The claims were made in a recently published research paper by security specialists at Cornell University, researchers Sheryl Hsu, Manda Tran and Aurore Fass. 

"Security-noteworthy extensions are a significant issue: they have pervaded the Chrome Web Store for years and affect almost 350 million users," they wrote. Moreover, there are clusters of extensions sharing a similar code base, often cut and pasted from public repositories and forums, including code from vulnerable JavaScript libraries. These issues indicate that Google's Chrome security reviews might be flawed. 

Security-noteworthy extensions encompass both out-and-out malicious extensions, as well as extensions running dated code that could include vulnerabilities. Indeed, 60 percent of the extensions in the Chrome Web Store have never been updated, and half the extensions known to feature vulnerabilities are still there two years after disclosure. 

Browser extensions are a particular security concern for both individuals and corporates as they can access sensitive information, propagate malware, keep tabs on users, and even to steal data. 

In response to security concerns, Google developed the Manifest v3 initiative, an API specification intended to limit the potential for extensions to perpetrate such abuses. For example, one of the security enhancements of Manifest v3 was blocking extensions from downloading and running external code – all code must be packaged within the extension. 

But critics claim that it was as much about preventing users from blocking adverts as it was about security, while the researchers note that extensions based on Manifest v2 still account for the majority of Chrome extensions. 

Nevertheless, in a Google Security blog, published in response, Chrome Security Team members Benjamin Ackerman, Anunoy Ghosh, and David Warren were keen to defend the company and its technology. 

"Before an extension is even accessible to install from the Chrome Web Store, we have two levels of verification to ensure an extension is safe," they wrote. 

These include, first, an automated review to identify potentially suspicious code in an extension.

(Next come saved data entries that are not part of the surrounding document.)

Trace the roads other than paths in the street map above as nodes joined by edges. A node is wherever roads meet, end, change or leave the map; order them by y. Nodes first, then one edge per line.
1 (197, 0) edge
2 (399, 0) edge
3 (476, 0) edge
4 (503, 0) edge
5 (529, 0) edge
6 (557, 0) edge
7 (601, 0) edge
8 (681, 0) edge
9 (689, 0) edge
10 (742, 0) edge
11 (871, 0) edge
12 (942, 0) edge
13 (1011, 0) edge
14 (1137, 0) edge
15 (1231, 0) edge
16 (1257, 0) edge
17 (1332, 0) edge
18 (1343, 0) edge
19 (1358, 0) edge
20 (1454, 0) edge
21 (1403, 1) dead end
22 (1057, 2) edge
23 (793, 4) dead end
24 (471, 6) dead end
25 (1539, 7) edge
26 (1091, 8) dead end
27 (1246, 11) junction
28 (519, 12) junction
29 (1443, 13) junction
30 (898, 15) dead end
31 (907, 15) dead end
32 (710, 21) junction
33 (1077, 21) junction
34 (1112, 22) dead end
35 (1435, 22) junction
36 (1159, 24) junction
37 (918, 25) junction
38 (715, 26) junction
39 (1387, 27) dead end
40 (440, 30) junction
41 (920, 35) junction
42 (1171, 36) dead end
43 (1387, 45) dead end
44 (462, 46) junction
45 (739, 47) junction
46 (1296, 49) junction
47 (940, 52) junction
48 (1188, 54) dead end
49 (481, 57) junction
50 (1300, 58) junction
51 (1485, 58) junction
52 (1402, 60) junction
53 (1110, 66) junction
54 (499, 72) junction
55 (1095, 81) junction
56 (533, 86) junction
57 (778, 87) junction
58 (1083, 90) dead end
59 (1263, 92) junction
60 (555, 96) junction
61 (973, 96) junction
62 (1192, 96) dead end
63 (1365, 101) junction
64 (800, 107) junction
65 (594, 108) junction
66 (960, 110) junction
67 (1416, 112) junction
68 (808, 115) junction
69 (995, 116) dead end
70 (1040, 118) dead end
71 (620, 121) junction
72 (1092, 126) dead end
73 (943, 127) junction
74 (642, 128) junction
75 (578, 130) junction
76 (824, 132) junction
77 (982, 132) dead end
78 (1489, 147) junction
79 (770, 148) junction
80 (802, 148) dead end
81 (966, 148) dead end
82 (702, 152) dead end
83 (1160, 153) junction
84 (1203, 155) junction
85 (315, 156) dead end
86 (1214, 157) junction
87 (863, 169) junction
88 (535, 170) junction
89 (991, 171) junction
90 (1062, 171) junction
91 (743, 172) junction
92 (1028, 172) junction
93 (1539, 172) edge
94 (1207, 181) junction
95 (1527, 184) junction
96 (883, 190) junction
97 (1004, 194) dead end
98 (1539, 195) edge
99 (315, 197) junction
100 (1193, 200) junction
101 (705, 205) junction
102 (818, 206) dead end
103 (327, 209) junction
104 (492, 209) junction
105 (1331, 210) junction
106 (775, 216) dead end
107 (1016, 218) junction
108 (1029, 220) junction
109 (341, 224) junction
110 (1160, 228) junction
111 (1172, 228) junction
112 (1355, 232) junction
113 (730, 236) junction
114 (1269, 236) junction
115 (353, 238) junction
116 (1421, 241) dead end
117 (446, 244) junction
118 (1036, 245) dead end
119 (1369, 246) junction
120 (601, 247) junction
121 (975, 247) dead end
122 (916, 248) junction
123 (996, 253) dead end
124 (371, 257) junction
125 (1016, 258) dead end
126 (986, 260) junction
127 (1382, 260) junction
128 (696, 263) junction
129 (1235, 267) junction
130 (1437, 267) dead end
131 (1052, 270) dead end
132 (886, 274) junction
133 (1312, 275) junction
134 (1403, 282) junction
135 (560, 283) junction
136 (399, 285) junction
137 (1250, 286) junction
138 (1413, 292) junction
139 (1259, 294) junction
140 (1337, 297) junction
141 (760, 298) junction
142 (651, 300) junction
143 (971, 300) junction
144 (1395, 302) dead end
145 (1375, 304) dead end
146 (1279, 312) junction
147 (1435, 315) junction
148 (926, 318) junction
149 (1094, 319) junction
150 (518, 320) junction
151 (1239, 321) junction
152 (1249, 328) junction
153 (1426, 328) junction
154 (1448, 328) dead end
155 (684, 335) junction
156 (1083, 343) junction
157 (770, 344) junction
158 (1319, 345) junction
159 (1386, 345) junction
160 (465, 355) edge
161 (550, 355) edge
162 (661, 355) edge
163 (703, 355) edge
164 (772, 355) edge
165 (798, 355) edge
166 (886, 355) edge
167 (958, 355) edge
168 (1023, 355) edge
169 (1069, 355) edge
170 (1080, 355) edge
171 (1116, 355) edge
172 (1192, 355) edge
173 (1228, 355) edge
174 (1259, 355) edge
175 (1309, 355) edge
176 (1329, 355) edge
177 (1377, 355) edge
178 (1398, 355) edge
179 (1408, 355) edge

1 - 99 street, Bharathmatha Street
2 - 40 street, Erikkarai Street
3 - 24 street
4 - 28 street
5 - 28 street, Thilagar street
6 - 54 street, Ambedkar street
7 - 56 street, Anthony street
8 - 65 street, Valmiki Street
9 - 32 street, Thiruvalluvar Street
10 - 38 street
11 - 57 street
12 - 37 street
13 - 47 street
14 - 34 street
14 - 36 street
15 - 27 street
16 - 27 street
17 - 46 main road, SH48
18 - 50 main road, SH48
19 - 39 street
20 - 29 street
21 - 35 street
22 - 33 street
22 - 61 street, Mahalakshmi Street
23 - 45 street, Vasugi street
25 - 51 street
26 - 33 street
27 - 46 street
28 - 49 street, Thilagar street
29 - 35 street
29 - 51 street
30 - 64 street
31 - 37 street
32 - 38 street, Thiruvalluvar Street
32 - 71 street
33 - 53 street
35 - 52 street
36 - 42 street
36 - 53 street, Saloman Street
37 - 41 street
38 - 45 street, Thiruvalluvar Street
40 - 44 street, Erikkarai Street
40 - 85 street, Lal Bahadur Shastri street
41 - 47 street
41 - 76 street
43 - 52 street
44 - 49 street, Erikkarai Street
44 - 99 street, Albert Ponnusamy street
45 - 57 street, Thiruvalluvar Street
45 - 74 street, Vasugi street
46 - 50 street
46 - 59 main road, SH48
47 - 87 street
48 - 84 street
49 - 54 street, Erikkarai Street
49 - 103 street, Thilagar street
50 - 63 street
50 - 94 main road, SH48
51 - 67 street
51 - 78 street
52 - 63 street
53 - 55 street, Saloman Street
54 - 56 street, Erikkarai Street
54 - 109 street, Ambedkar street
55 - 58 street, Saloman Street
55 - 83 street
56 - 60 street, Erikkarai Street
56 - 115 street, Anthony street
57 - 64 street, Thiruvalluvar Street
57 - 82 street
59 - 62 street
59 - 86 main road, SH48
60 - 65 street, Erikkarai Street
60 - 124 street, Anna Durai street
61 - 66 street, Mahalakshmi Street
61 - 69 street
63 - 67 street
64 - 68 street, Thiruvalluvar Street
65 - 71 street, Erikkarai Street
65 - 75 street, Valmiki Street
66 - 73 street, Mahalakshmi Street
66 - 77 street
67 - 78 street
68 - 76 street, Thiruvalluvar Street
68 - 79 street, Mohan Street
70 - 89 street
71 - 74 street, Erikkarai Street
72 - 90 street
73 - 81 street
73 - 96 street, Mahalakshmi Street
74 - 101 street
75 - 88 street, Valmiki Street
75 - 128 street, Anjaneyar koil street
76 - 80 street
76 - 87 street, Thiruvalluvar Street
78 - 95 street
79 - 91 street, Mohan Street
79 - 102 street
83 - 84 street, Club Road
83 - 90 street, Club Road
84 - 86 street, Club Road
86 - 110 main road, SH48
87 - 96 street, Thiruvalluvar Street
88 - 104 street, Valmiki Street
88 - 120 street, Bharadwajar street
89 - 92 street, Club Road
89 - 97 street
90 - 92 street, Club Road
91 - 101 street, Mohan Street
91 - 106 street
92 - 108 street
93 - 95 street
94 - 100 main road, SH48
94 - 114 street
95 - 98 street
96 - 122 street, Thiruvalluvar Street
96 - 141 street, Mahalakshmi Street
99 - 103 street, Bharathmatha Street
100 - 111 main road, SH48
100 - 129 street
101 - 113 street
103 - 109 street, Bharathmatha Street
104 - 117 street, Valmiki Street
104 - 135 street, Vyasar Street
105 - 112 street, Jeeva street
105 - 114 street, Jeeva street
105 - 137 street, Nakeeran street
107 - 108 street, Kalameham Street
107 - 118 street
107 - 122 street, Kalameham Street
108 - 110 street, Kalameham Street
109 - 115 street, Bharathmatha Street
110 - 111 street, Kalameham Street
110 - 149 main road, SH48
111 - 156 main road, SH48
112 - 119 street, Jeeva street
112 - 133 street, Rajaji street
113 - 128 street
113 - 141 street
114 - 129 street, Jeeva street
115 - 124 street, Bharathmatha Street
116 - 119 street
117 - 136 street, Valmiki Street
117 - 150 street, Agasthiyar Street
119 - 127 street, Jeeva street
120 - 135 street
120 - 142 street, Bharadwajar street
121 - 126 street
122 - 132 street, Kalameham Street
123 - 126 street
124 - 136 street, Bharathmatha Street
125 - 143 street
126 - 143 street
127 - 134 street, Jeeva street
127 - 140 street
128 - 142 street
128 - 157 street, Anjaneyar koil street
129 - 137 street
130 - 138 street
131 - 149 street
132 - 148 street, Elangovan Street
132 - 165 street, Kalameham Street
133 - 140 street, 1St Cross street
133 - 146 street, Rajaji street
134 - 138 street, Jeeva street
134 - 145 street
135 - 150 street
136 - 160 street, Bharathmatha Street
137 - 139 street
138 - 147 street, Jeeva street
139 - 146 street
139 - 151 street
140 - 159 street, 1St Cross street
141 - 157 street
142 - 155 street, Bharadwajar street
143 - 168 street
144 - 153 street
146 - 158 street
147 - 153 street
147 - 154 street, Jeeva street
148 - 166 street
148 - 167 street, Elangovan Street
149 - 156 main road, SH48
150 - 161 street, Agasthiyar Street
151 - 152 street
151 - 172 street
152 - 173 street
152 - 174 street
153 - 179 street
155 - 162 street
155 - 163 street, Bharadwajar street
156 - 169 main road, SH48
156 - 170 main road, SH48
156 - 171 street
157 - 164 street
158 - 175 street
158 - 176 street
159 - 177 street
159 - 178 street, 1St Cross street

This is followed by a review by a team member, which also includes an examination of the images, descriptions, and public policies of each extension. 

"Depending on the results of both the automated and manual review, we may perform an even deeper and more thorough review of the code. 

"This review process weeds out the overwhelming majority of bad extensions before they even get published. In 2024, less than one percent of all installs from the Chrome Web Store were found to include malware. We're proud of this record and yet some bad extensions still get through, which is why we also monitor published extensions." 

They added that updates are also monitored – but, it appears, in a much less thorough manner – by "periodically reviewing what extensions are actually doing and comparing that to the stated objectives defined by each extension in the Chrome Web Store."